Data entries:
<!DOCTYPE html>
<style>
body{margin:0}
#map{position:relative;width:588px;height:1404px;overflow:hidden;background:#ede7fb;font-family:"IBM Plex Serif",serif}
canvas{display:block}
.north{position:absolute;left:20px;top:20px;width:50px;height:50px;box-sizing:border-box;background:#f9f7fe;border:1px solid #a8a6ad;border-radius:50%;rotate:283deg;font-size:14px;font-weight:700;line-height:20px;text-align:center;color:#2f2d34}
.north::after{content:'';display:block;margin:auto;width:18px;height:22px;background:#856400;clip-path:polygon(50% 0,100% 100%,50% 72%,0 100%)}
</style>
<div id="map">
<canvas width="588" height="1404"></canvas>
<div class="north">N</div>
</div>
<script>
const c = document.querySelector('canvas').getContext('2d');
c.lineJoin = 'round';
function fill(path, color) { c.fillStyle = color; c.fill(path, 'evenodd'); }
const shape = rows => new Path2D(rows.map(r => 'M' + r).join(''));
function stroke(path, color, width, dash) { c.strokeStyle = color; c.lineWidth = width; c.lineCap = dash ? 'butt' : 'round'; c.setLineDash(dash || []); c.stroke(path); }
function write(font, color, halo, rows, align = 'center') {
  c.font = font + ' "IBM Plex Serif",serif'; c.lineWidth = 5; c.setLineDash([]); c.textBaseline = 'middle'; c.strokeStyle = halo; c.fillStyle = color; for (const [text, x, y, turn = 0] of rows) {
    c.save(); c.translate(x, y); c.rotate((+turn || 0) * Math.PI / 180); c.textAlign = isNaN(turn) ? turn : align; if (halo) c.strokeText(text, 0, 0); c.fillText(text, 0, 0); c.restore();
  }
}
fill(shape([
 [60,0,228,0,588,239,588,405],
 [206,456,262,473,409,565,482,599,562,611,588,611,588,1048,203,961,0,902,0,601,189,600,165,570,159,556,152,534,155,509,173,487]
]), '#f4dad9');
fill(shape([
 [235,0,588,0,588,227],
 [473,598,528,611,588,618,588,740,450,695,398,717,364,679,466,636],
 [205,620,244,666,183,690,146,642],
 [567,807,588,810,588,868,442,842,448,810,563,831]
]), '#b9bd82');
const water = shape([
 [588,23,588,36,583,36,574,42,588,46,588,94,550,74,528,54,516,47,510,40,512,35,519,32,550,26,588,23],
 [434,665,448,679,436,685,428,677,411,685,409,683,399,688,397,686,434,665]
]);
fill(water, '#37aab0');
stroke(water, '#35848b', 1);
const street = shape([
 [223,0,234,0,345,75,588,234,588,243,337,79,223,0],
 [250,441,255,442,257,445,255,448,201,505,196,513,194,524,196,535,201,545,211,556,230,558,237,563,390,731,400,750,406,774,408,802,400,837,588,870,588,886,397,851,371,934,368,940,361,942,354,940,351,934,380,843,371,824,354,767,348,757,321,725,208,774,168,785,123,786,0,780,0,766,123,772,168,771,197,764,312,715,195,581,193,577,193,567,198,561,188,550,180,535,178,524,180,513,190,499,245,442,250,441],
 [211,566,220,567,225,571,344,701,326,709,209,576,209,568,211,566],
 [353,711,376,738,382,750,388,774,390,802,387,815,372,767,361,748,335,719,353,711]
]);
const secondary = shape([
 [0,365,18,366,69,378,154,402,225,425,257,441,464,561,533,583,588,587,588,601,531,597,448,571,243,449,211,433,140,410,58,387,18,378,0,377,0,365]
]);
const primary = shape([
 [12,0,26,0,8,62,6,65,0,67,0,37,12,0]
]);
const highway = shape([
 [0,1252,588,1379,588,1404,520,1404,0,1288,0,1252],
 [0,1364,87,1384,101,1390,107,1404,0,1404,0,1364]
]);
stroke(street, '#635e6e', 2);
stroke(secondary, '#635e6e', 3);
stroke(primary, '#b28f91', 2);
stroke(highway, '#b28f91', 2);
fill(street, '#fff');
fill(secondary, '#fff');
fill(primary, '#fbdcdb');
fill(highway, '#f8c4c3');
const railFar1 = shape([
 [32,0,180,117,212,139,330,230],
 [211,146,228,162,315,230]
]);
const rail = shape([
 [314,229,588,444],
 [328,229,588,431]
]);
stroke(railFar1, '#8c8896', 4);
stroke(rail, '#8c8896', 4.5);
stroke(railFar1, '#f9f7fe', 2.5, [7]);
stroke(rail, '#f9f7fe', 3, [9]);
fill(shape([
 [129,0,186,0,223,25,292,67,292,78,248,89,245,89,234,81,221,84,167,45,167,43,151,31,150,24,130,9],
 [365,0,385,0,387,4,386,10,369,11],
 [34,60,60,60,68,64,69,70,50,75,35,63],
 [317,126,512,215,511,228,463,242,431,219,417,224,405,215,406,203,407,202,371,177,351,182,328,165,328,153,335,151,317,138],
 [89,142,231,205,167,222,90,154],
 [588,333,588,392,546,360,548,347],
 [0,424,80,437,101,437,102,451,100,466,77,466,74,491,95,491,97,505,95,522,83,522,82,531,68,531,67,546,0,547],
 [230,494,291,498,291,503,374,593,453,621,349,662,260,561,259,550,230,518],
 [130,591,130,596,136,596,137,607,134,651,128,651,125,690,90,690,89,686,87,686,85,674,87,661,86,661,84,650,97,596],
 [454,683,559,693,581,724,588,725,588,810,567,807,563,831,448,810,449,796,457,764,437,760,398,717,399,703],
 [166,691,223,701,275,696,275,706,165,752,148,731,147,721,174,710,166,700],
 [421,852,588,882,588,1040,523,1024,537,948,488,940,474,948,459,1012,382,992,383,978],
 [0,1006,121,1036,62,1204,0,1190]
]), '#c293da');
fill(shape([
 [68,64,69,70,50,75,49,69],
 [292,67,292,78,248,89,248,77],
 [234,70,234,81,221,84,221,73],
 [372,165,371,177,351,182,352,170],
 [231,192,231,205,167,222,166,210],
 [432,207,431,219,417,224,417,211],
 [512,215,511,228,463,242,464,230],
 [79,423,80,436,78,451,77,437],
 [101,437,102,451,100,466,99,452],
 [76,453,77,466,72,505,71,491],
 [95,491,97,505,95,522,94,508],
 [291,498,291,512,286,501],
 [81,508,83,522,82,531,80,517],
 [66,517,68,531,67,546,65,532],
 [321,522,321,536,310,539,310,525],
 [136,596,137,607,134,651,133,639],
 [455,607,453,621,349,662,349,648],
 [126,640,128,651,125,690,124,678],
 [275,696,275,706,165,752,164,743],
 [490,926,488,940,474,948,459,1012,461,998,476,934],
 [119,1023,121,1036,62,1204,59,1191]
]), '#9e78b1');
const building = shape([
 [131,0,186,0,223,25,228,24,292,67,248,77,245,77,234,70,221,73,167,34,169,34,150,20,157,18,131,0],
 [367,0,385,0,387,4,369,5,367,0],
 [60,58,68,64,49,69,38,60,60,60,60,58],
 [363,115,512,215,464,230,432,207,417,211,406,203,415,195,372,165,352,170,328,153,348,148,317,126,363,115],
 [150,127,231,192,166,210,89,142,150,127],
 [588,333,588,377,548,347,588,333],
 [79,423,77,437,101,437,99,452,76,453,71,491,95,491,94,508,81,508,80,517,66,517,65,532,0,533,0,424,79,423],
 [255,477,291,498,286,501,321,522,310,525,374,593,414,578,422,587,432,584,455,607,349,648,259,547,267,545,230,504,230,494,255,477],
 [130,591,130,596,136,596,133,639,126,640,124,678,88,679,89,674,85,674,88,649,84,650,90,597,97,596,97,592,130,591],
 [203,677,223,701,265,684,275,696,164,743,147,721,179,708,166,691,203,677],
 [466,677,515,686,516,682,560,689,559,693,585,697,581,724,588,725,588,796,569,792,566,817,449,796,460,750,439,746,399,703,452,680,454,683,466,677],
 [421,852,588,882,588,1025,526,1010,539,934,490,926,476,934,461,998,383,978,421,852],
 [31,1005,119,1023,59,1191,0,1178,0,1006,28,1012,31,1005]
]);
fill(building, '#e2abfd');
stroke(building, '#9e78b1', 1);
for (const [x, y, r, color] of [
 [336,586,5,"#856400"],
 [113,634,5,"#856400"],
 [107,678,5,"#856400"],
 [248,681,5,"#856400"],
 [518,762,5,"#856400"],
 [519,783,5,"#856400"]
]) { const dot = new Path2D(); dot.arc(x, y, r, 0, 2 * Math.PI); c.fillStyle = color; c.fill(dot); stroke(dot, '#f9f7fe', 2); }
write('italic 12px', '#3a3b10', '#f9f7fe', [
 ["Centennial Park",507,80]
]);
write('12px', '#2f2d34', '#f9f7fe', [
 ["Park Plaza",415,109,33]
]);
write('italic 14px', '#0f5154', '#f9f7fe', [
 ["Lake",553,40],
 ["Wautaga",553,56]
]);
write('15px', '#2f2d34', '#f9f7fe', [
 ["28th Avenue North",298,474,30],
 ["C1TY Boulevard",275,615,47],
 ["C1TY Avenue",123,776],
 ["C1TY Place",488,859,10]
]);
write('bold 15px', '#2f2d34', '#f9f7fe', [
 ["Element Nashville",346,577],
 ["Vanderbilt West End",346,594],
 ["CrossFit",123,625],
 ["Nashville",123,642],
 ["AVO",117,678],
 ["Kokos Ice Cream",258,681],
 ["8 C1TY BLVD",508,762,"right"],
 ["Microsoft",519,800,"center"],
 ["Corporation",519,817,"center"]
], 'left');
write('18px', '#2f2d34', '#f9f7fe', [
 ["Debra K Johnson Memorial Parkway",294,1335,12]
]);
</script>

...

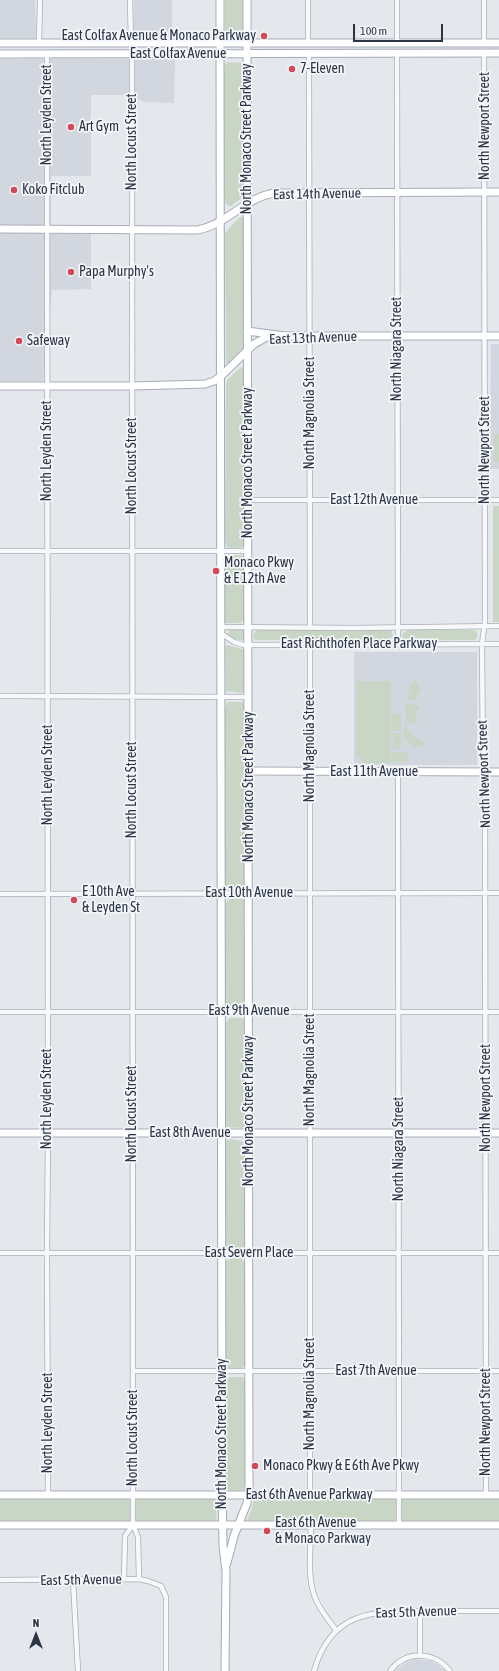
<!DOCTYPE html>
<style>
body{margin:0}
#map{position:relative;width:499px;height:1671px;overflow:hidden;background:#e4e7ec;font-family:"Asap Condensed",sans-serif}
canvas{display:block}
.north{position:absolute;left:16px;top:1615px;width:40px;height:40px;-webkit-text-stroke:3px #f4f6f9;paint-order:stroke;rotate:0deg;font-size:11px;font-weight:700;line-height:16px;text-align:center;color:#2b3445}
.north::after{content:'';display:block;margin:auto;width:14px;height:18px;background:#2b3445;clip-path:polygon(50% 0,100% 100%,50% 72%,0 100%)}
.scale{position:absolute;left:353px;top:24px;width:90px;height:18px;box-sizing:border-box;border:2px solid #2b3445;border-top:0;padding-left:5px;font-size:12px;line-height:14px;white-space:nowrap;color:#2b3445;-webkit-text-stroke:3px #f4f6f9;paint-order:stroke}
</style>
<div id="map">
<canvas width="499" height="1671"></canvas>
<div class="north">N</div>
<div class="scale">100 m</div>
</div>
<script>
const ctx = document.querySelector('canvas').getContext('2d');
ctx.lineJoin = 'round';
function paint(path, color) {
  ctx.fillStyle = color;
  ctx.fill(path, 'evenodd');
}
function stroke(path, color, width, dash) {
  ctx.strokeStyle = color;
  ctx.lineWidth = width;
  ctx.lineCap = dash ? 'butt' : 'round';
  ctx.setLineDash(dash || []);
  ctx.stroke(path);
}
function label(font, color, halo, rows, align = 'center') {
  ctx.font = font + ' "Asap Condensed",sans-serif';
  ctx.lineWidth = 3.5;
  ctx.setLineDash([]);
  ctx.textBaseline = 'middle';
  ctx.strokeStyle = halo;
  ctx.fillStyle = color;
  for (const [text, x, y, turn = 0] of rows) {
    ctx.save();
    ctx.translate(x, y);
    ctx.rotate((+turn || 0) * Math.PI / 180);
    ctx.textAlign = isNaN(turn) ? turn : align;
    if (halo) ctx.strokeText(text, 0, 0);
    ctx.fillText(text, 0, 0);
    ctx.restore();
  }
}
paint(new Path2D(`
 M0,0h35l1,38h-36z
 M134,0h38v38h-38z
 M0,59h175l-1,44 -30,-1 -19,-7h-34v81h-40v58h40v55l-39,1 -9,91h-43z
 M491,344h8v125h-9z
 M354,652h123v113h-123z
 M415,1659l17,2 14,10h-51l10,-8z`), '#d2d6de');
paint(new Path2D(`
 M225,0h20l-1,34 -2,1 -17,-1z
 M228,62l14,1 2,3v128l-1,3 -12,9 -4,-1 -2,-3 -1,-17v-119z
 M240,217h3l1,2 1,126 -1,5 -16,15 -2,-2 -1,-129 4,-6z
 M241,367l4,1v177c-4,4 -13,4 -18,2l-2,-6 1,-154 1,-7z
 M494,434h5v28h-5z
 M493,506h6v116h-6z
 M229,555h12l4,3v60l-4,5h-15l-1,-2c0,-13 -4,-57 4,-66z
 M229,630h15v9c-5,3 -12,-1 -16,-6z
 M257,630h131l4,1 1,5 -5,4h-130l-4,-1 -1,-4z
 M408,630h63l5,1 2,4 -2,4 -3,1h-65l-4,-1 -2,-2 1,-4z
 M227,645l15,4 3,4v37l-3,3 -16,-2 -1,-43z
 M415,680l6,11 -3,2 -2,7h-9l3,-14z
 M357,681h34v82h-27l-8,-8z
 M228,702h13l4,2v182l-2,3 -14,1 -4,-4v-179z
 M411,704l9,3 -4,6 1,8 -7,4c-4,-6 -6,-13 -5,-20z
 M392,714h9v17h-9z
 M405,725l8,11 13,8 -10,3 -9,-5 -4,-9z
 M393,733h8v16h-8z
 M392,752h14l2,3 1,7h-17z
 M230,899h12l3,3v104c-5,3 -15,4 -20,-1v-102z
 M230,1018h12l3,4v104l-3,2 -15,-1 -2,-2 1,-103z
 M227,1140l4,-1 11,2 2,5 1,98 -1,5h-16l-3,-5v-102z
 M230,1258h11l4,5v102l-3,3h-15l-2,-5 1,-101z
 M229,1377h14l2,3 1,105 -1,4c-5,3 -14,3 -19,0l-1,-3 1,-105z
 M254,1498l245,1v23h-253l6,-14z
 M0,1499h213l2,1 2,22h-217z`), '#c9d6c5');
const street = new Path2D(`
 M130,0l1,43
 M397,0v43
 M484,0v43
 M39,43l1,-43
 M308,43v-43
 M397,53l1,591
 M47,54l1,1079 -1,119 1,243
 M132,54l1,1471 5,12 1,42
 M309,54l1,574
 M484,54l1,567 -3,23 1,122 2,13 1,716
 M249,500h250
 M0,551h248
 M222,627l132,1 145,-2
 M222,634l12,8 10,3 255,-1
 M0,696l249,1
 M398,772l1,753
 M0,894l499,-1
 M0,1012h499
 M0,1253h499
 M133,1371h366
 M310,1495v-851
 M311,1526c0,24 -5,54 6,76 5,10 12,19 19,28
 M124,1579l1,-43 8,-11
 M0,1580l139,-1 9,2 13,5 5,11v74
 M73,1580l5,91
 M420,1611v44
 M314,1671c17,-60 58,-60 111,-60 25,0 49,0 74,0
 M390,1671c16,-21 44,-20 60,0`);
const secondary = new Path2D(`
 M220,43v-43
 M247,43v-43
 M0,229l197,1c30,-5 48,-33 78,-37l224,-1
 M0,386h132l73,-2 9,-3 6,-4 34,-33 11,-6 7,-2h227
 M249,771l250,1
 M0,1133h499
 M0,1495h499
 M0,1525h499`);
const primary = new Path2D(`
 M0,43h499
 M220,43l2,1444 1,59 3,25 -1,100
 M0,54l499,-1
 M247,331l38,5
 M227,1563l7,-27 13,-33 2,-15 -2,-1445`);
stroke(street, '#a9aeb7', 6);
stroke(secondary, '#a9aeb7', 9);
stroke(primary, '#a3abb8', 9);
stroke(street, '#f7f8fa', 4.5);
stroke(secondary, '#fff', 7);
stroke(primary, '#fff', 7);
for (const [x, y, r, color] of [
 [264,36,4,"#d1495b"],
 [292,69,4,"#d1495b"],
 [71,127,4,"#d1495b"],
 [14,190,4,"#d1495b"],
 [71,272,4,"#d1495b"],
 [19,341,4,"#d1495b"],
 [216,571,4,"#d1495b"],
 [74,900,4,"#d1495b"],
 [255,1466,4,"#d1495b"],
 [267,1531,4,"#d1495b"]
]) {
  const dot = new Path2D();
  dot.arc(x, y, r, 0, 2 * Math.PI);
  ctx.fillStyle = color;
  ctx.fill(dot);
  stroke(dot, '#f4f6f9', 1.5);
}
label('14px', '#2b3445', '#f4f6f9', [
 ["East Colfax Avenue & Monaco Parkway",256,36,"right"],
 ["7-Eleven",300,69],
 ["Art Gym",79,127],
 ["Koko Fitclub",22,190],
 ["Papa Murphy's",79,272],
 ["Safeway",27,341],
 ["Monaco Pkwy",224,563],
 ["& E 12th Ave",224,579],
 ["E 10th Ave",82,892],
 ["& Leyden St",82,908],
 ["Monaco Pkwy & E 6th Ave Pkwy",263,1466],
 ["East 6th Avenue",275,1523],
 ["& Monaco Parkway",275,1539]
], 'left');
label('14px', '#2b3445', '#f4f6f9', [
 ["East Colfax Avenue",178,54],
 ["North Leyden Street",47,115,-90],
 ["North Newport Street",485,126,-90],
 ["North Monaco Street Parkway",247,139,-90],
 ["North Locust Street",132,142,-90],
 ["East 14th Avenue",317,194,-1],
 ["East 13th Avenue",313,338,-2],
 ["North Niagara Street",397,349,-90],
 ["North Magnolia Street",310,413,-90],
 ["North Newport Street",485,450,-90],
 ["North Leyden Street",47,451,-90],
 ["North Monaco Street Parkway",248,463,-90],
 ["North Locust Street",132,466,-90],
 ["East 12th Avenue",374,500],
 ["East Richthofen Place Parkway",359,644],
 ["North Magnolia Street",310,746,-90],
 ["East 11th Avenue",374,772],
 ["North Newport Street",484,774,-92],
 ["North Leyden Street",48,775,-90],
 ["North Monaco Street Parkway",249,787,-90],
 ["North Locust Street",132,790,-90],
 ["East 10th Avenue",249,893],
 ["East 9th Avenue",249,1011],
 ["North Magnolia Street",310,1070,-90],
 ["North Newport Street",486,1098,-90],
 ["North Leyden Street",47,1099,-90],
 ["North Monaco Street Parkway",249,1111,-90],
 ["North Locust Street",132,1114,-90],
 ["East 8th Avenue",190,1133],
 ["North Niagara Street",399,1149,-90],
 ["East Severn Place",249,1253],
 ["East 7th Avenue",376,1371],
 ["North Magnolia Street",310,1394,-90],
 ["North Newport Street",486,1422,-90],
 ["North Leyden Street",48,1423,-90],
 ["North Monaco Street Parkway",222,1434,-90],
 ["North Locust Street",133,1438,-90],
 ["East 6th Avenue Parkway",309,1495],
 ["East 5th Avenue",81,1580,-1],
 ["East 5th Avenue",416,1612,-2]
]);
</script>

== Exercise aim ==
From the entries above, extract only the lines running from the one containing "M228,62l14,1 2,3v128l-1,3 -12,9" through the one containing "M420,1611v44", inclusive.

== Problem solution ==
 M228,62l14,1 2,3v128l-1,3 -12,9 -4,-1 -2,-3 -1,-17v-119z
 M240,217h3l1,2 1,126 -1,5 -16,15 -2,-2 -1,-129 4,-6z
 M241,367l4,1v177c-4,4 -13,4 -18,2l-2,-6 1,-154 1,-7z
 M494,434h5v28h-5z
 M493,506h6v116h-6z
 M229,555h12l4,3v60l-4,5h-15l-1,-2c0,-13 -4,-57 4,-66z
 M229,630h15v9c-5,3 -12,-1 -16,-6z
 M257,630h131l4,1 1,5 -5,4h-130l-4,-1 -1,-4z
 M408,630h63l5,1 2,4 -2,4 -3,1h-65l-4,-1 -2,-2 1,-4z
 M227,645l15,4 3,4v37l-3,3 -16,-2 -1,-43z
 M415,680l6,11 -3,2 -2,7h-9l3,-14z
 M357,681h34v82h-27l-8,-8z
 M228,702h13l4,2v182l-2,3 -14,1 -4,-4v-179z
 M411,704l9,3 -4,6 1,8 -7,4c-4,-6 -6,-13 -5,-20z
 M392,714h9v17h-9z
 M405,725l8,11 13,8 -10,3 -9,-5 -4,-9z
 M393,733h8v16h-8z
 M392,752h14l2,3 1,7h-17z
 M230,899h12l3,3v104c-5,3 -15,4 -20,-1v-102z
 M230,1018h12l3,4v104l-3,2 -15,-1 -2,-2 1,-103z
 M227,1140l4,-1 11,2 2,5 1,98 -1,5h-16l-3,-5v-102z
 M230,1258h11l4,5v102l-3,3h-15l-2,-5 1,-101z
 M229,1377h14l2,3 1,105 -1,4c-5,3 -14,3 -19,0l-1,-3 1,-105z
 M254,1498l245,1v23h-253l6,-14z
 M0,1499h213l2,1 2,22h-217z`), '#c9d6c5');
const street = new Path2D(`
 M130,0l1,43
 M397,0v43
 M484,0v43
 M39,43l1,-43
 M308,43v-43
 M397,53l1,591
 M47,54l1,1079 -1,119 1,243
 M132,54l1,1471 5,12 1,42
 M309,54l1,574
 M484,54l1,567 -3,23 1,122 2,13 1,716
 M249,500h250
 M0,551h248
 M222,627l132,1 145,-2
 M222,634l12,8 10,3 255,-1
 M0,696l249,1
 M398,772l1,753
 M0,894l499,-1
 M0,1012h499
 M0,1253h499
 M133,1371h366
 M310,1495v-851
 M311,1526c0,24 -5,54 6,76 5,10 12,19 19,28
 M124,1579l1,-43 8,-11
 M0,1580l139,-1 9,2 13,5 5,11v74
 M73,1580l5,91
 M420,1611v44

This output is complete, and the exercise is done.